The agency’s website describes Morocco as “a renowned tourism destination in Africa and one of the most attractive countries in terms of foreign direct investments on a continental scale.” The sector already accounts, directly and indirectly, for an estimated 25% of Morocco’s total workforce, meaning that its success, or lack thereof, will have a massive impact on the Moroccan population.
In May of this year Imad Bakkad, SMIT’s CEO, told World Finance that “tourism is considered to be a development accelerator, which contributes to reducing income inequalities between regions and provides alternative employment opportunities.”

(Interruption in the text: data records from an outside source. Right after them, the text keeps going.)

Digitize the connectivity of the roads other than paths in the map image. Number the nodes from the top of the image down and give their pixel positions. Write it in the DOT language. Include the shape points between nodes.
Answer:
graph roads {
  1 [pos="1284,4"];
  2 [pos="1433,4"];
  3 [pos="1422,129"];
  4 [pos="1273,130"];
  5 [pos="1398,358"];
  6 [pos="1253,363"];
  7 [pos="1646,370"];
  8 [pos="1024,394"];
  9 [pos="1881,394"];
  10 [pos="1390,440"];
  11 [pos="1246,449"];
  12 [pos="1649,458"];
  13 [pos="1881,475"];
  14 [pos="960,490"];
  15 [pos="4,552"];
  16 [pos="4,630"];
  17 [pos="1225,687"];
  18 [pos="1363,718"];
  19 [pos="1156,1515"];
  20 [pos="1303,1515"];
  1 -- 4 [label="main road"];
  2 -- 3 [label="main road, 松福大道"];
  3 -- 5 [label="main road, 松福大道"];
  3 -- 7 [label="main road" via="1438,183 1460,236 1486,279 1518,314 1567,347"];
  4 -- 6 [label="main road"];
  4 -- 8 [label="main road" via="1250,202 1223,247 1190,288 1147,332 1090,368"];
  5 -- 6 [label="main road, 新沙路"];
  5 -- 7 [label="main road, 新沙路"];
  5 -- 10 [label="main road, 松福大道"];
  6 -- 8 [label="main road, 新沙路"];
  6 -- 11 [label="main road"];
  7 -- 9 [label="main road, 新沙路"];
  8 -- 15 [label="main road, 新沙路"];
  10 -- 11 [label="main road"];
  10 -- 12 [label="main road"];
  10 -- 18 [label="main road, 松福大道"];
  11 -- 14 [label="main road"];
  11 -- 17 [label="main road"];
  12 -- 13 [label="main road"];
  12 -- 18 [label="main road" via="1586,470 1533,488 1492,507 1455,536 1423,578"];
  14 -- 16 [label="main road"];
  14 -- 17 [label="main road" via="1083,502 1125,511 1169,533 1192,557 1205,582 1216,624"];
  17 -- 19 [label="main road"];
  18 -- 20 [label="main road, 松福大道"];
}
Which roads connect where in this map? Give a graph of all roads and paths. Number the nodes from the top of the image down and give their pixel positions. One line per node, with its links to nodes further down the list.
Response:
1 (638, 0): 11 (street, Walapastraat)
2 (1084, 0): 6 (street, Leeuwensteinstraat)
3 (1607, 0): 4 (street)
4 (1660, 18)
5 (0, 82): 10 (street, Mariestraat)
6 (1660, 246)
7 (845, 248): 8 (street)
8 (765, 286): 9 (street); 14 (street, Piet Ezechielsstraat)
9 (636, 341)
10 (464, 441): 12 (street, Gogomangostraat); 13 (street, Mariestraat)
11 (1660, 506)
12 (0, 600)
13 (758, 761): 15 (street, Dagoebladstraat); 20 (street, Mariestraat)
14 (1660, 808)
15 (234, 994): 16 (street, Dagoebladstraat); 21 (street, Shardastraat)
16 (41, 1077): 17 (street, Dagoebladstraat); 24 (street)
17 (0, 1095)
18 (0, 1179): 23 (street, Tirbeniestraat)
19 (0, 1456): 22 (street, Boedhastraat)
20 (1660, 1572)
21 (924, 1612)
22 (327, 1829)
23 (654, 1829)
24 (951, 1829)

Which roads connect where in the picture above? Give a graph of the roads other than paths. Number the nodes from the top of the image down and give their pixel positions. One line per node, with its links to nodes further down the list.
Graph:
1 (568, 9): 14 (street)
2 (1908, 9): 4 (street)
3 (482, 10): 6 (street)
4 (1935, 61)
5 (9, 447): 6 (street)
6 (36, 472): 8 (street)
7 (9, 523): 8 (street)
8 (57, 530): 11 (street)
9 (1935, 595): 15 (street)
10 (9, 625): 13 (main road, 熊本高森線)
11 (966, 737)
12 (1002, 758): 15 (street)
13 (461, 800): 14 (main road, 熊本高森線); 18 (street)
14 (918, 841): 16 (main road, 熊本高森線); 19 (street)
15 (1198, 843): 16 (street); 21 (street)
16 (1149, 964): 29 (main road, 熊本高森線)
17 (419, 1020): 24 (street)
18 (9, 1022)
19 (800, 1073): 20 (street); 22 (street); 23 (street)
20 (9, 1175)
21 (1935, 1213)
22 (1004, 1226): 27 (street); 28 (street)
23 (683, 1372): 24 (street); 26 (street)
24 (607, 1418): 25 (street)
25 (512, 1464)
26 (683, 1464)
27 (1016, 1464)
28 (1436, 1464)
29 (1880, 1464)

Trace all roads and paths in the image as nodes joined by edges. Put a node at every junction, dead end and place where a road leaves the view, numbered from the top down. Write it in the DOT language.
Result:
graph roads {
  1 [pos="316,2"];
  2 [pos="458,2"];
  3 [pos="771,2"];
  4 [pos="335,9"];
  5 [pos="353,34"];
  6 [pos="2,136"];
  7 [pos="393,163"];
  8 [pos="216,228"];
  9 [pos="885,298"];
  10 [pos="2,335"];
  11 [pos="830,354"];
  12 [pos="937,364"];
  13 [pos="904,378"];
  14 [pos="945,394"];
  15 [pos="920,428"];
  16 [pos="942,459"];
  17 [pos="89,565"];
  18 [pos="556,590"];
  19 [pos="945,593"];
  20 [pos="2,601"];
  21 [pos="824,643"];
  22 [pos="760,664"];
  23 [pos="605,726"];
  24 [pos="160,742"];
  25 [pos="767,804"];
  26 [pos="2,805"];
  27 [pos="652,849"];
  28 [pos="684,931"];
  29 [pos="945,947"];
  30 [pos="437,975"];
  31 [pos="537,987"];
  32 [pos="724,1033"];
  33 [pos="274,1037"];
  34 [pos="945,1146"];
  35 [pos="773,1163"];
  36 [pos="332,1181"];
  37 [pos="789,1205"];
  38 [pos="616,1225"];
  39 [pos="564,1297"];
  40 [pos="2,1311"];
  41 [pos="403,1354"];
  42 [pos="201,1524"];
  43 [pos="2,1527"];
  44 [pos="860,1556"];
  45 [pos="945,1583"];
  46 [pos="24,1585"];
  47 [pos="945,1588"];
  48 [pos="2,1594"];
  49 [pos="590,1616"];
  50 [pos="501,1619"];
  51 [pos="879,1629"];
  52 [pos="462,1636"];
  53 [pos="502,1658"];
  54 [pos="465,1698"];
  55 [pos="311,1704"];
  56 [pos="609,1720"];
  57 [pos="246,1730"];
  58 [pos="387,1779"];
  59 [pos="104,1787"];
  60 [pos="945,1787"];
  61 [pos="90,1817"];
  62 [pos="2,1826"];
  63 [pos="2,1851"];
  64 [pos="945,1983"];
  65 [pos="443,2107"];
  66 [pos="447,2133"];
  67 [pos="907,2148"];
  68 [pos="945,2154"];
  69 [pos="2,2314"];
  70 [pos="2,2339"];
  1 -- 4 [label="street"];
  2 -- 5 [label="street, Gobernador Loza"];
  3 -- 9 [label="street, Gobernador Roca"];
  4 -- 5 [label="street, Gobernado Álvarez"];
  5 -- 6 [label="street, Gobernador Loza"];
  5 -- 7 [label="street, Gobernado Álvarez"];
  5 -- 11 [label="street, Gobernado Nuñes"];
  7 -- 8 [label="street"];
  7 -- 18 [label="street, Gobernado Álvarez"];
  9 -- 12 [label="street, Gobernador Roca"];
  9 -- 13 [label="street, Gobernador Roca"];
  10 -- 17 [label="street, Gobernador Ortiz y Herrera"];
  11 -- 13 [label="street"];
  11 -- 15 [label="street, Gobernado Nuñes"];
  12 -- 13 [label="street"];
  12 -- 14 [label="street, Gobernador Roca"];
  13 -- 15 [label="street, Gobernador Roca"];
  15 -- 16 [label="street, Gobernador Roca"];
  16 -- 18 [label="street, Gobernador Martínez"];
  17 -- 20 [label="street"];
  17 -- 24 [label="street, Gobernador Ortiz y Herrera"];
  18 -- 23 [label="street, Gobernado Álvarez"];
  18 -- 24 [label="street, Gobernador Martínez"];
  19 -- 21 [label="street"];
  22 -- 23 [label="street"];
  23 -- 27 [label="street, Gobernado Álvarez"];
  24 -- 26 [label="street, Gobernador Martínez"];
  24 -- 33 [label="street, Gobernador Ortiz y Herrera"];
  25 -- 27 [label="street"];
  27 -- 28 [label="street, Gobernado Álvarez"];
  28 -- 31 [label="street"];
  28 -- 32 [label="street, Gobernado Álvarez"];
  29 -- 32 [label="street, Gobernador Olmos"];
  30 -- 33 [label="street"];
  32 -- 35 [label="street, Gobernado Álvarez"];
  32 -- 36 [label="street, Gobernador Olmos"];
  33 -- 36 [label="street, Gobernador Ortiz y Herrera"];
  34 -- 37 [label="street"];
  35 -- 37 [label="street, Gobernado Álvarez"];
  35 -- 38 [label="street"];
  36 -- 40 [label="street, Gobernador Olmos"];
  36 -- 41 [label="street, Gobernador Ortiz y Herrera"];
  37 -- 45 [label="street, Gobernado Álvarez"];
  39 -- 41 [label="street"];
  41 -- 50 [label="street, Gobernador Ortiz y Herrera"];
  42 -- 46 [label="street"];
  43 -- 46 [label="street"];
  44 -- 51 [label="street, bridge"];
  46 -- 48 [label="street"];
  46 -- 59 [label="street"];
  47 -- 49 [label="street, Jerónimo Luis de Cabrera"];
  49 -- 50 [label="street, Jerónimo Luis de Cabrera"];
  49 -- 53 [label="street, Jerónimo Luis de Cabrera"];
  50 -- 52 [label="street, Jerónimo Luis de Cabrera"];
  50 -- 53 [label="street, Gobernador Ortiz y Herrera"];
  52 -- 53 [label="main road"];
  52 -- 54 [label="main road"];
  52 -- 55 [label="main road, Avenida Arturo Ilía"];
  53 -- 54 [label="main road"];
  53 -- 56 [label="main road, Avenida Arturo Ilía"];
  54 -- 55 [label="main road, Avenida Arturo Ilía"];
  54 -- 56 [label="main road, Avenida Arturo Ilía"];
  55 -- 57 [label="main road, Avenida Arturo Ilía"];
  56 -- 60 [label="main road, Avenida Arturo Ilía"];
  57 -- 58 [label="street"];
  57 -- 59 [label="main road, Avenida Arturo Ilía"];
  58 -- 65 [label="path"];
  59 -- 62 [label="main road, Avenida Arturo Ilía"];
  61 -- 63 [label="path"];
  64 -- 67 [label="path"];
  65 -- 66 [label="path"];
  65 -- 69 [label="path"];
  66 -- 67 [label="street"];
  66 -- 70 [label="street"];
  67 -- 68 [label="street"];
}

Having underlined the importance of the sector in terms of its potential as an impetus for national development, as well as its enormous role in national employment, the CEO set out the country’s strategy for attracting both more investors and more tourists.
According to Bakkad, and the SMIT website, Morocco’s strategy, or “2020 Vision,” is “structured around eight tourism territories.” Within each of the territories, or regions, SMIT has big plans for development in infrastructure and sustainability.
The agency, however, has even bigger objectives including “Doubling tourist arrivals by doubling the market share on the main European markets as well as attracting 1 million tourists in the emerging markets.”
With China already accounting for 200,000 visitors a year, SMIT is making headway to meeting its objective. However, if the strategy is to be successful, changes in infrastructure and “building 160,000 new hotel beds and 40,000 new beds of luxury tourism residences” will not be enough.
SMIT needs a marketing strategy and an in depth analysis of the cultural expectations of the tourists who will be footing Morocco’s bills and, indirectly, paying the wages of the 2.5 million people the industry employs.
In order to bank the revenue potential of a tourism market like China, Morocco’s tourism sector needs to step up its game, and fast—if Moroccan companies are not meeting the needs of its new and deep-pocketed clients, agencies and companies from outside the kingdom will be quick to fill the vacuum.